Nadal siedziałam na łóżku już całkiem spokojna po koszmarze, którego doświadczyłam w śnie. James jednak nie ruszył się z miejsca i tkwił w futrynie jak zaczarowany.
-Nie masz wystarczająco dużo siły, aby mnie zniszczyć. Moje krawędzie są zbyt poszarpane, nie da się ich zeszlifować, a moje wnętrze jest puste- mówi smętnie i odwraca się na pięcie znikając w ciemności domu.
Chwilę zajmuje mi analiza jego słów. Mówił coś o sile, krawędziach i wnętrzu, a już rozumiem. Nawiązał do mojej metafory o kamieniach, mogłam w tedy powiedzieć w bardziej zrozumiały sposób, ale zawładnęły mną emocje i paplałam bez sensu. Jednak James to zrozumiał i odparł mój atak.
Czuję zmęczenie, dlatego postanawiam znowu pójść spać. Ponownie układam się na ciemnej pościeli, wdychając zapach proszku do prania i próbuję zasnąć. Jednak sen nie przychodzi, leżę bez sensu i myślę.
Nagle wpada mi do głowy pomysł, nie wiem czy jest dobry, jednak chcę spróbować. Nie mogę siedzieć tu z założonymi rękami i czekać, aż ktoś mnie uratuje. Nie mogę również czekać na jakiś krok ze strony Jamesa.
Powoli zsuwam swoje ciało z wielkiego łóżka.
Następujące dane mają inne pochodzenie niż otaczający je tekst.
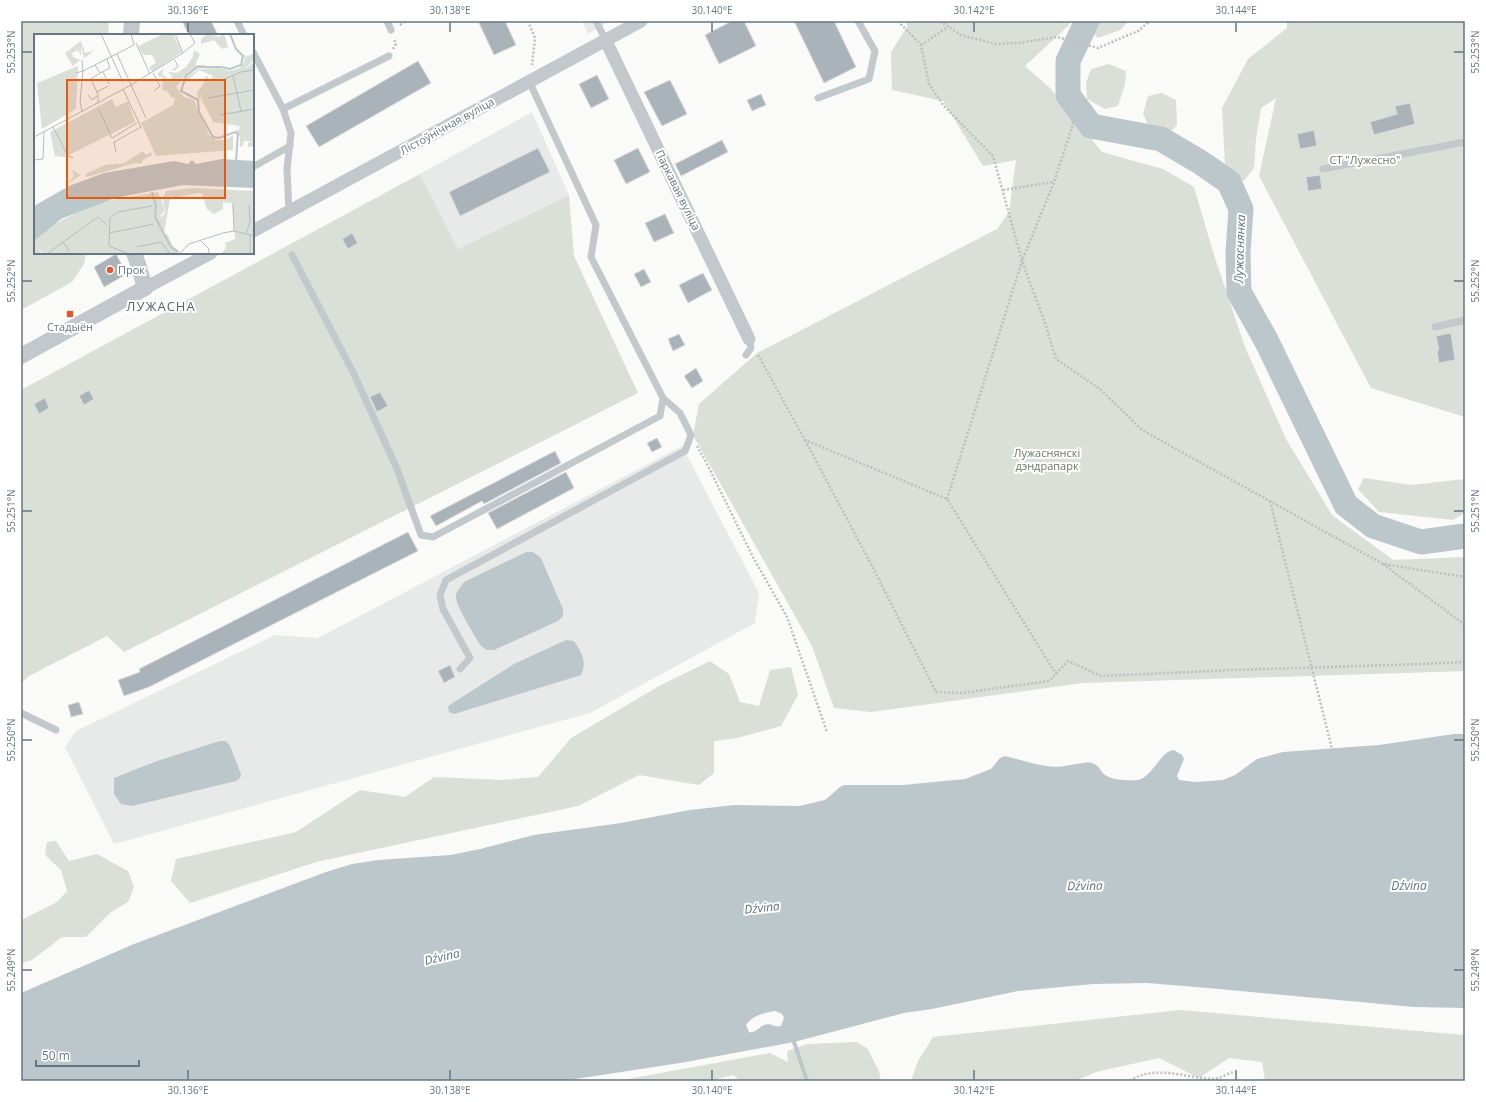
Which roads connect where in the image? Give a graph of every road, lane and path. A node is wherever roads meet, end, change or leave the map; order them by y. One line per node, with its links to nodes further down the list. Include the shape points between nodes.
1 (132, 21): 13 (street)
2 (237, 21): 14 (lane)
3 (387, 21): 12 (lane)
4 (528, 21): 19 (path, via 535,38)
5 (596, 21): 15 (lane)
6 (642, 21): 15 (street, Лістоўнічная вуліца)
7 (858, 21): 20 (lane, via 875,51 869,79)
8 (898, 21): 16 (path)
9 (940, 21): 11 (path)
10 (1150, 21): 11 (path, via 1138,31 1098,48 1058,37 995,44 961,35)
11 (948, 27): 16 (path)
12 (391, 30): 18 (path, via 396,44)
13 (131, 34)
14 (244, 34)
15 (606, 41): 19 (street, Лістоўнічная вуліца); 38 (street, Паркавая вуліца)
16 (920, 45): 28 (path, via 929,84 943,106 993,156)
17 (254, 54): 21 (lane)
18 (389, 56): 21 (lane)
19 (529, 81): 29 (street, Лістоўнічная вуліца); 41 (lane, via 596,225 591,257)
20 (818, 98)
21 (283, 109): 24 (lane, via 291,133)
22 (1075, 118): 27 (path)
23 (1465, 142): 26 (lane)
24 (290, 146): 25 (lane); 29 (lane, via 287,169)
25 (254, 166)
26 (1323, 169)
27 (1054, 182): 28 (path); 34 (path)
28 (1003, 190): 34 (path)
29 (289, 212): 30 (street, Лістоўнічная вуліца)
30 (254, 230)
31 (134, 254): 35 (street)
32 (209, 254): 35 (street)
33 (292, 255): 41 (lane, via 354,374 397,469 420,535 433,537 660,416)
34 (1022, 261): 44 (path); 45 (path, via 1056,359 1100,389 1142,430)
35 (145, 288): 40 (street)
36 (1465, 320): 37 (lane)
37 (1435, 327)
38 (749, 339): 39 (lane, via 751,348); 43 (path)
39 (746, 355)
40 (21, 356)
41 (663, 398): 42 (lane, via 680,413)
42 (690, 435): 51 (lane, via 685,451 446,580 440,595 443,609 470,658); 55 (path, via 787,617)
43 (804, 440): 44 (path); 52 (path, via 936,692 962,693 1049,681)
44 (947, 498): 52 (path)
45 (1269, 501): 46 (path); 50 (path)
46 (1383, 564): 47 (path); 48 (path)
47 (1465, 577)
48 (1465, 625)
49 (1465, 662): 50 (path)
50 (1312, 668): 52 (path, via 1101,676 1068,661); 56 (path)
51 (460, 669)
52 (1056, 674)
53 (21, 713): 54 (lane)
54 (56, 730)
55 (827, 732)
56 (1332, 749)
57 (1233, 1072): 58 (path, via 1214,1079 1154,1073)
58 (1130, 1081)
Moje nogi przeszywa dreszcz na spotkanie z zimnymi panelami. Wstaję i najciszej jak mogę kieruję się w stronę drzwi, dzięki temu że są uchylne widzę korytarz. Jest pogrążony w ciemnościach, tak że moje oczy nie dostrzegają nawet przeciwległej ściany. W powietrzu wisi zadziwiający spokój i nie słychać nic, nawet najdrobniejszego szumu. Tak jak by nikogo nie było, a dom czekał na nadchodzące chwile grozy.
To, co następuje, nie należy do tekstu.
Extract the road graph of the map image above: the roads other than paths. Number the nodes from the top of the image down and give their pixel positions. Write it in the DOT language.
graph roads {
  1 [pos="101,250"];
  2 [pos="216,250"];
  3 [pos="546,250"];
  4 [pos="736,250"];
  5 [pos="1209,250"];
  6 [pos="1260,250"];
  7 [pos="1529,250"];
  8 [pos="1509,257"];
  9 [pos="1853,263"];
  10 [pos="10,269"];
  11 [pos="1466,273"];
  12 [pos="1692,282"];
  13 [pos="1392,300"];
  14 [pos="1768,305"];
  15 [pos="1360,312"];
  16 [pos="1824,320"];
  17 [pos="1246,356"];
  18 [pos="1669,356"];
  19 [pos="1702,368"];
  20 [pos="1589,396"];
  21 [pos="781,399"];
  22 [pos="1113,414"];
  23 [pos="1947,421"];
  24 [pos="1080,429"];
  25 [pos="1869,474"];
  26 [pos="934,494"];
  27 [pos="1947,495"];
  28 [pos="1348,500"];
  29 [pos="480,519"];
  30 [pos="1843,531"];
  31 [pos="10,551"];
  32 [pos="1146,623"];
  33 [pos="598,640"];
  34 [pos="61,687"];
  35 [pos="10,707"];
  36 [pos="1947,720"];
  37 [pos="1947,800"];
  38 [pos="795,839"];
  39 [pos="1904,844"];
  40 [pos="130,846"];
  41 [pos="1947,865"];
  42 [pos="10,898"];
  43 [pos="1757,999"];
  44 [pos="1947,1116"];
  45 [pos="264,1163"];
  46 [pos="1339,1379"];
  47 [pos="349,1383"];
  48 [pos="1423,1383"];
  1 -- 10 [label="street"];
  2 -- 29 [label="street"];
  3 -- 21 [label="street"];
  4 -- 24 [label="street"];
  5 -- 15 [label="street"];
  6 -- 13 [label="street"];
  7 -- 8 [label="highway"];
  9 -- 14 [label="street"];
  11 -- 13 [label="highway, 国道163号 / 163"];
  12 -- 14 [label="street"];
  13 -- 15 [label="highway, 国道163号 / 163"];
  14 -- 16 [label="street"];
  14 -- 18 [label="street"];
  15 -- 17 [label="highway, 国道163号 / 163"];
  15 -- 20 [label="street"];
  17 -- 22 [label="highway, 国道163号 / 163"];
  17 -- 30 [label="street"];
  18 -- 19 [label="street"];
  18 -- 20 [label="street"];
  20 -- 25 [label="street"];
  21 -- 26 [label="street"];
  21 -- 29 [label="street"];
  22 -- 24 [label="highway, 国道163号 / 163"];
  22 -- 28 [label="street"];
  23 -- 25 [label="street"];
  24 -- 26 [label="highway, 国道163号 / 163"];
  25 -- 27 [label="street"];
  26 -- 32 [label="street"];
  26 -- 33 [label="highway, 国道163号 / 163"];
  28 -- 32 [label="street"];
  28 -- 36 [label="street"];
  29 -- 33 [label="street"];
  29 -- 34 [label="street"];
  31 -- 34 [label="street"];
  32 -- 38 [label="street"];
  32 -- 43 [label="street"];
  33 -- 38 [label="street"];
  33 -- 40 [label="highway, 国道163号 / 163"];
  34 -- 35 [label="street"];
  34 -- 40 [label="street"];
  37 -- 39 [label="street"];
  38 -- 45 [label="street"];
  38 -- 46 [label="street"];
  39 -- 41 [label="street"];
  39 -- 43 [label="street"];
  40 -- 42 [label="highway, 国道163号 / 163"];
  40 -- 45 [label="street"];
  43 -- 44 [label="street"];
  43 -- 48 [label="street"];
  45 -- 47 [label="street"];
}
Po moich plecach przeszedł dreszcz, jednak nie mam zamiaru się teraz poddać. Wychodzę na korytarz i ostrożnie idę przy ścianie. Kiedy docieram do salonu moje oczy już dostrzegają wszystkie szczegóły. Ułatwia mi to księżyc, który w dzisiejszą noc wyjątkowo mocno świeci, wdzierając się z swoimi promieniami do wnętrza domu. Rozglądam się po pomieszczeniu i nie mogę uwierzyć w moje szczęście. Na końcu wielkiej kanapy leży torba, którą Jamesa zabrał od Luka. Szybko podbiegam do niej i rozpinam zamek. Znajduję w niej jedne z moich spodni, które od razu wciągam na gołe nogi i szukam jeszcze czegoś na górę. Na ramiona zarzucam czarną bluzę, na nogi zakładam trampki. Zakładam że drzwi wejściowe są zamknięte dlatego od razu swoje kroki kieruję w stronę tarasu. Najciszej jak się da otwieram drzwi balkonowe i już pewnej wychodzę na zewnątrz.
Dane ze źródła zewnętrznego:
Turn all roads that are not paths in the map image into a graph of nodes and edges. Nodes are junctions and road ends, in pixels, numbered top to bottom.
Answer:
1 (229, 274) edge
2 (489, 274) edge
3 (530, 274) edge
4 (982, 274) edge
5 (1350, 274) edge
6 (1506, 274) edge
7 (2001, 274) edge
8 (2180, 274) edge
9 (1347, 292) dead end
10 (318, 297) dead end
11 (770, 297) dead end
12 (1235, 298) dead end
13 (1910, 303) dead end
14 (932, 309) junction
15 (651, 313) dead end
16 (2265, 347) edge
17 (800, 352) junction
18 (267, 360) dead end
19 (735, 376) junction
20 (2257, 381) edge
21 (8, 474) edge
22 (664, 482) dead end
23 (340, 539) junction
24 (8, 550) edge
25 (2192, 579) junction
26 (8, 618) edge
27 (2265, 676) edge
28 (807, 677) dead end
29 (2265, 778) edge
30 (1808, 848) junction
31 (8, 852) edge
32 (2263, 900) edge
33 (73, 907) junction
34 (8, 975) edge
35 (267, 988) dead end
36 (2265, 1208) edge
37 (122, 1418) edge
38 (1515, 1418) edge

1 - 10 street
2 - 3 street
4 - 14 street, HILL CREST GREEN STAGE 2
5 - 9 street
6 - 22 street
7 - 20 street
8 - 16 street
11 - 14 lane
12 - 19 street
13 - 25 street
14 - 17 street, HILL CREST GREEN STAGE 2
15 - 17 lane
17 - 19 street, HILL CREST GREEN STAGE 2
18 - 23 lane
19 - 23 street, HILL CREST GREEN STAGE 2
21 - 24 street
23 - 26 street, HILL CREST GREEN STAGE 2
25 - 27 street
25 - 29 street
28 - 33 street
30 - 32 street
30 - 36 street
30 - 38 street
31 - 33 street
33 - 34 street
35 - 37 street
Biorę głęboki wdech, a moje płuca napełniają się świeżym i rześkim powietrzem. Ciało minimalnie się rozluźnia, jednak jestem tego świadoma tego że jeszcze nie uciekłam.
-Miła noc, prawda? -po mojej lewej roznosi się charakterystyczny głos przyozdobiony w chrypkę. Momentalnie się spinam i zastygam w miejsc, nie spodziewałam się tego- Co się stało? -zapytał
-Musiałam się przewietrzyć -kłamię, na co zaśmiał się bez krzty wesołości
-Aniele nie musisz kłamać, jak bym mógł też bym od siebie uciekł
-Skąd wiedziałeś? -pytam nieśmiało, ignorując jego poprzednie stwierdzenie, jednak w głowie analizując każde jego słowo
-Każdy próbuje uciec, a tobie chyba spodobała się gra w porywacza -powiedział i odwrócił wzrok na ogród przed sobą. Ja jednak nadal wpatrywałam się w jego profil. Dlaczego on musi być sobą? Taki tajemniczy, nieznany, zaskakujący...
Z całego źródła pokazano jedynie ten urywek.